+++ GIVEN DATA
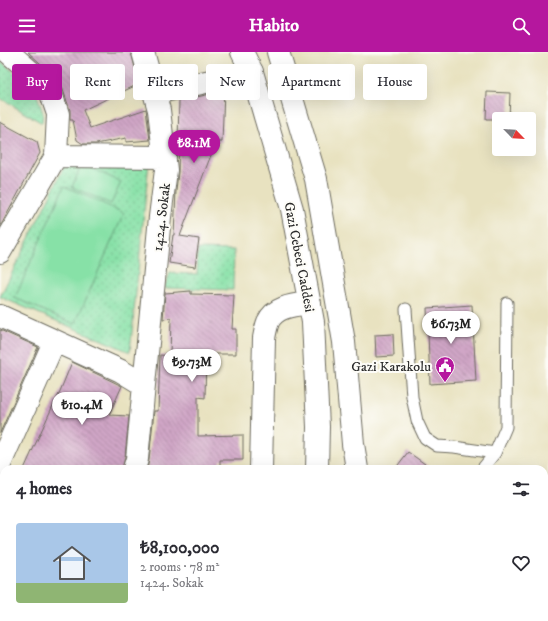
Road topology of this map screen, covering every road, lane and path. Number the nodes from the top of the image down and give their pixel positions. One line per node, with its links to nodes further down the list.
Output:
1 (8, 52): 9 (street)
2 (144, 52): 5 (street, 1424. Sokak)
3 (242, 52): 6 (street, Gazi Cebeci Caddesi)
4 (278, 52): 23 (street, Gazi Cebeci Caddesi)
5 (147, 64)
6 (248, 64)
7 (260, 99): 12 (street, Gazi Cebeci Caddesi)
8 (157, 100): 10 (street, 1424. Sokak)
9 (56, 156): 10 (street); 11 (street)
10 (165, 157): 17 (street, 1424. Sokak)
11 (0, 252)
12 (310, 303): 21 (street); 22 (street, Gazi Cebeci Caddesi)
13 (507, 303): 18 (lane)
14 (406, 309): 18 (lane)
15 (0, 316): 16 (street)
16 (54, 342): 17 (street); 19 (street)
17 (144, 385): 20 (street, 1424. Sokak)
18 (495, 453): 24 (lane)
19 (0, 464)
20 (135, 465)
21 (261, 465)
22 (317, 465)
23 (356, 465)
24 (485, 465)

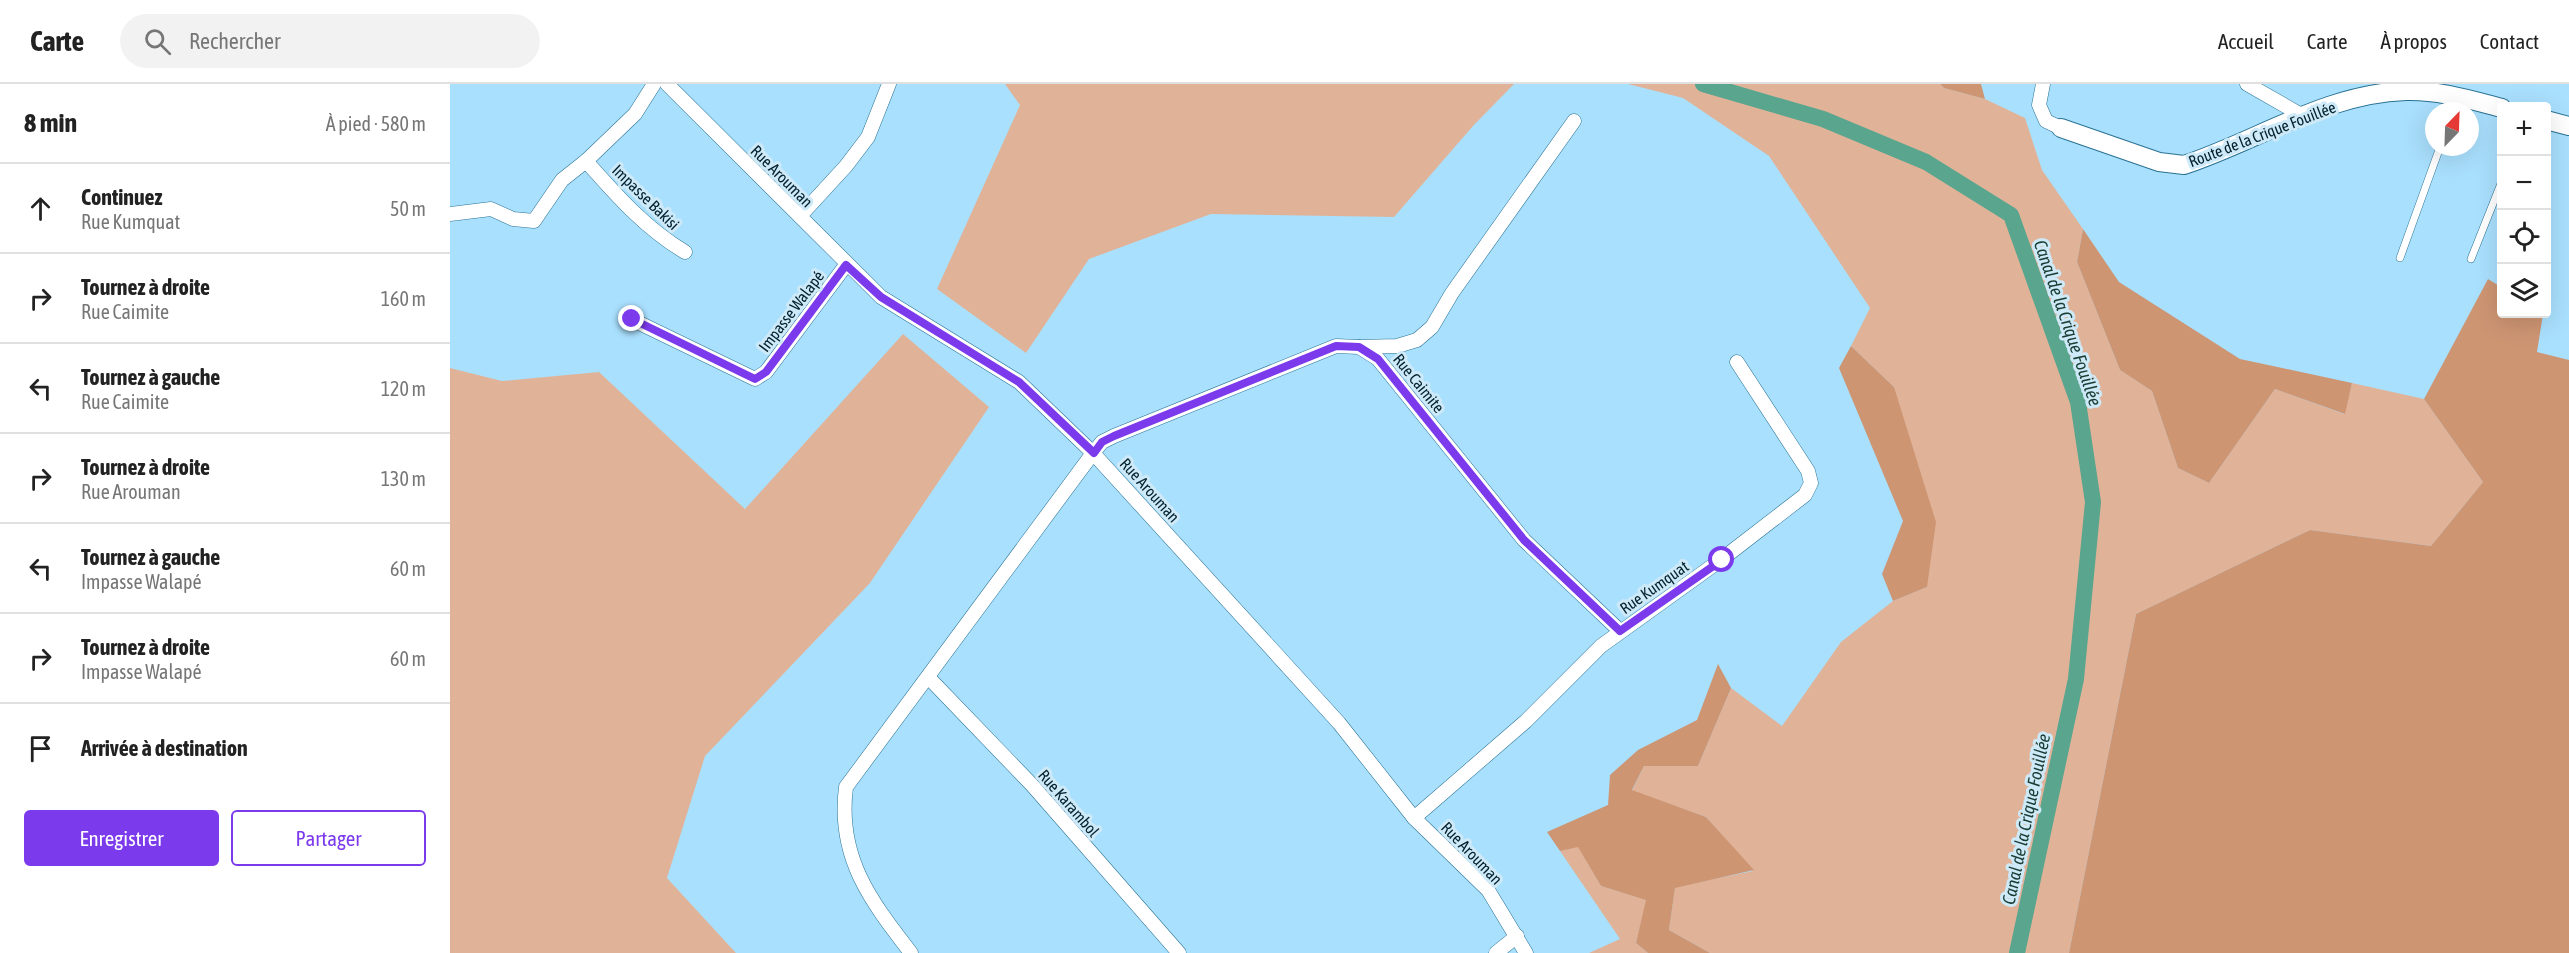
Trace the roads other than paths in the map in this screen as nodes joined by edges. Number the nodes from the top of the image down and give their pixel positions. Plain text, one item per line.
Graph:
1 (654, 84) edge
2 (667, 84) edge
3 (889, 84) edge
4 (2043, 84) edge
5 (2247, 84) edge
6 (2448, 102) edge
7 (2479, 106) edge
8 (2497, 108) edge
9 (2303, 116) junction
10 (1574, 121) dead end
11 (2551, 121) edge
12 (2569, 126) edge
13 (2061, 128) joint
14 (2437, 156) edge
15 (586, 161) junction
16 (2497, 194) edge
17 (450, 214) edge
18 (800, 216) junction
19 (685, 252) dead end
20 (2400, 258) dead end
21 (2471, 259) dead end
22 (846, 265) junction
23 (632, 319) dead end
24 (1359, 347) junction
25 (1737, 362) dead end
26 (1094, 453) junction
27 (1620, 631) junction
28 (929, 678) junction
29 (1414, 818) junction
30 (1517, 936) junction
31 (911, 953) edge
32 (1179, 953) edge
33 (1496, 953) edge
34 (1526, 953) edge

1 - 15 street, Impasse Bakisi
2 - 18 street, Rue Arouman
3 - 18 street
4 - 13 street
5 - 9 street
6 - 9 street, Route de la Crique Fouillée
7 - 8 street, Route de la Crique Fouillée
9 - 13 street, Route de la Crique Fouillée
10 - 24 street
11 - 12 street
14 - 20 lane
15 - 17 street, Impasse Bakisi
15 - 19 street, Impasse Bakisi
16 - 21 lane
18 - 22 street, Rue Arouman
22 - 23 street, Impasse Walapé
22 - 26 street, Rue Arouman
24 - 26 street
24 - 27 street, Rue Caimite
25 - 27 street, Rue Kumquat
26 - 28 street
26 - 29 street, Rue Arouman
27 - 29 street, Rue Kumquat
28 - 31 street
28 - 32 street, Rue Karambol
29 - 30 street, Rue Arouman
30 - 33 street
30 - 34 street, Rue Arouman

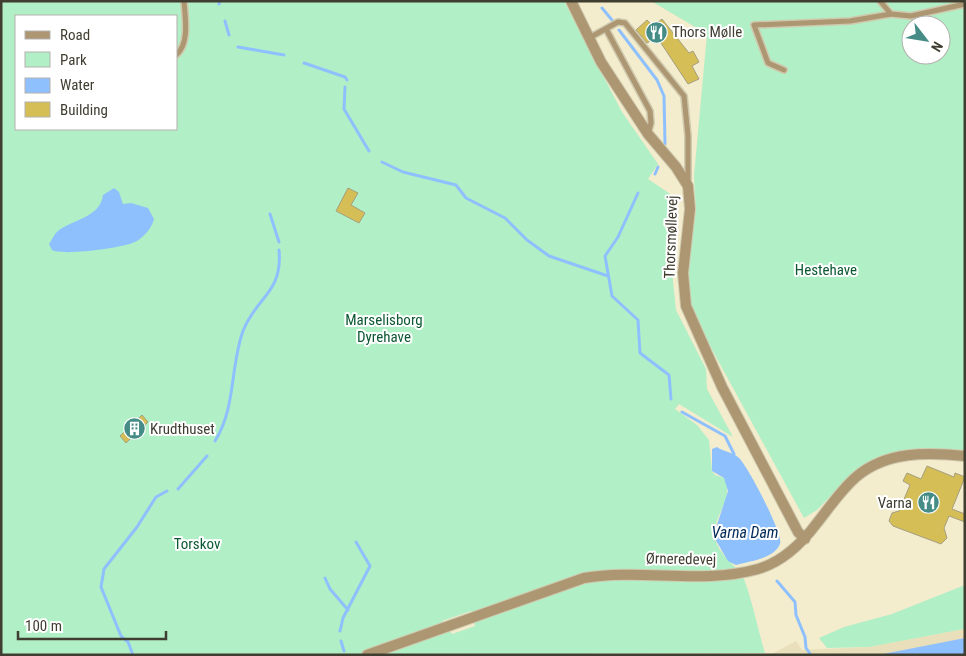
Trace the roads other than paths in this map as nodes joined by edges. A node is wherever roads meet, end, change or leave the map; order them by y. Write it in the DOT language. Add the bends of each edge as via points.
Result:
graph roads {
  1 [pos="184,1"];
  2 [pos="571,1"];
  3 [pos="880,1"];
  4 [pos="965,4"];
  5 [pos="891,14"];
  6 [pos="606,29"];
  7 [pos="589,38"];
  8 [pos="178,53"];
  9 [pos="784,70"];
  10 [pos="648,134"];
  11 [pos="688,186"];
  12 [pos="965,456"];
  13 [pos="805,539"];
  14 [pos="367,655"];
  1 -- 8 [label="lane" via="185,37"];
  2 -- 7 [label="street, Thorsmøllevej"];
  3 -- 5 [label="lane"];
  4 -- 5 [label="lane" via="911,16"];
  5 -- 9 [label="lane" via="850,21 754,25 768,63"];
  6 -- 7 [label="lane"];
  6 -- 10 [label="lane" via="650,111"];
  6 -- 11 [label="lane" via="618,22 625,23 684,96"];
  7 -- 10 [label="street, Thorsmøllevej"];
  10 -- 11 [label="street, Thorsmøllevej"];
  11 -- 13 [label="street, Thorsmøllevej" via="689,225 683,273 686,306 722,387 798,532"];
  12 -- 13 [label="street, Ørneredevej" via="925,454 876,464 856,477"];
  13 -- 14 [label="street, Ørneredevej" via="773,562 744,572 723,575 611,573 566,583"];
}
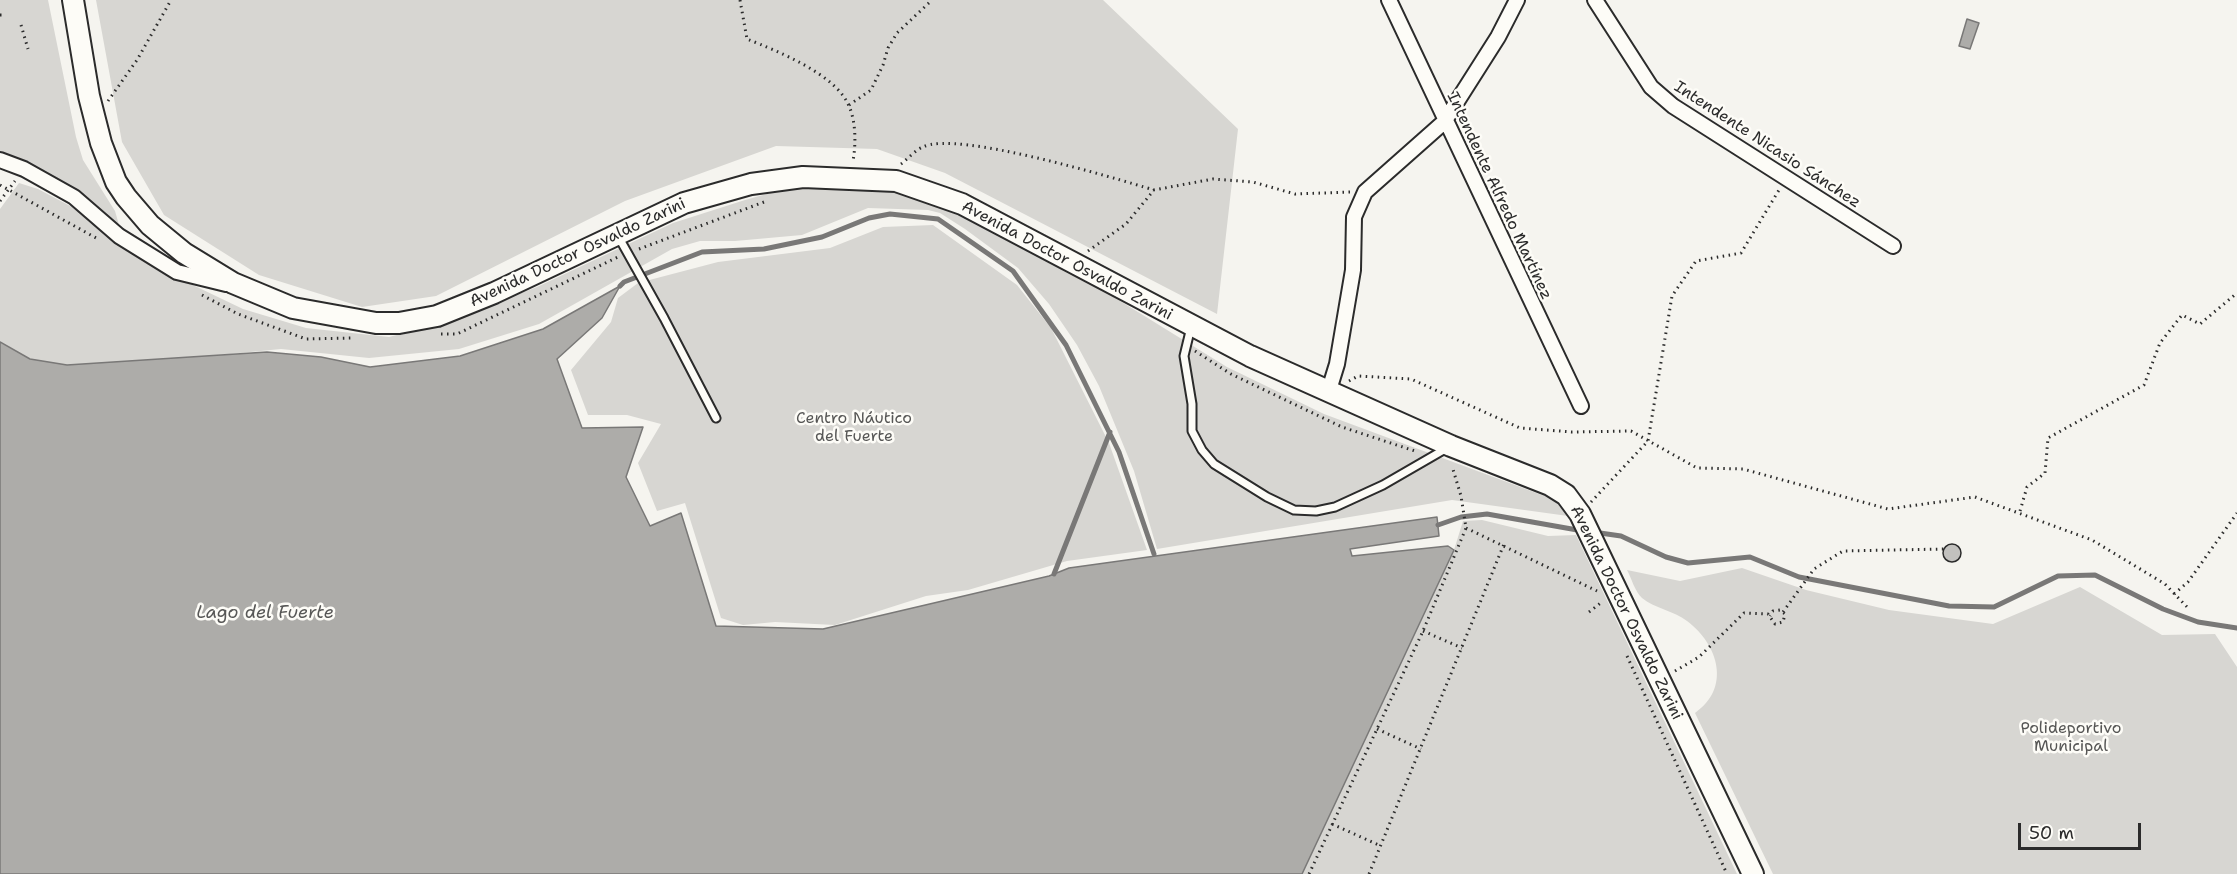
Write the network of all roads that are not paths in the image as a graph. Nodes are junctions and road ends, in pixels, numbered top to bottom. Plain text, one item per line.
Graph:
++++++
* **DIRECTIONS FOR THIS TASK**: Return exactly what appears from the opening line of the material through the line with "Trace the roads other than paths in the", apart from the pictures.

* **TASK SOLUTION**:
Road topology of this map screen, covering every road, lane and path. Number the nodes from the top of the image down and give their pixel positions. One line per node, with its links to nodes further down the list.
Output:
1 (8, 52): 9 (street)
2 (144, 52): 5 (street, 1424. Sokak)
3 (242, 52): 6 (street, Gazi Cebeci Caddesi)
4 (278, 52): 23 (street, Gazi Cebeci Caddesi)
5 (147, 64)
6 (248, 64)
7 (260, 99): 12 (street, Gazi Cebeci Caddesi)
8 (157, 100): 10 (street, 1424. Sokak)
9 (56, 156): 10 (street); 11 (street)
10 (165, 157): 17 (street, 1424. Sokak)
11 (0, 252)
12 (310, 303): 21 (street); 22 (street, Gazi Cebeci Caddesi)
13 (507, 303): 18 (lane)
14 (406, 309): 18 (lane)
15 (0, 316): 16 (street)
16 (54, 342): 17 (street); 19 (street)
17 (144, 385): 20 (street, 1424. Sokak)
18 (495, 453): 24 (lane)
19 (0, 464)
20 (135, 465)
21 (261, 465)
22 (317, 465)
23 (356, 465)
24 (485, 465)

Trace the roads other than paths in the map in this screen as nodes joined by edges. Number the nodes from the top of the image down and give their pixel positions. Plain text, one item per line.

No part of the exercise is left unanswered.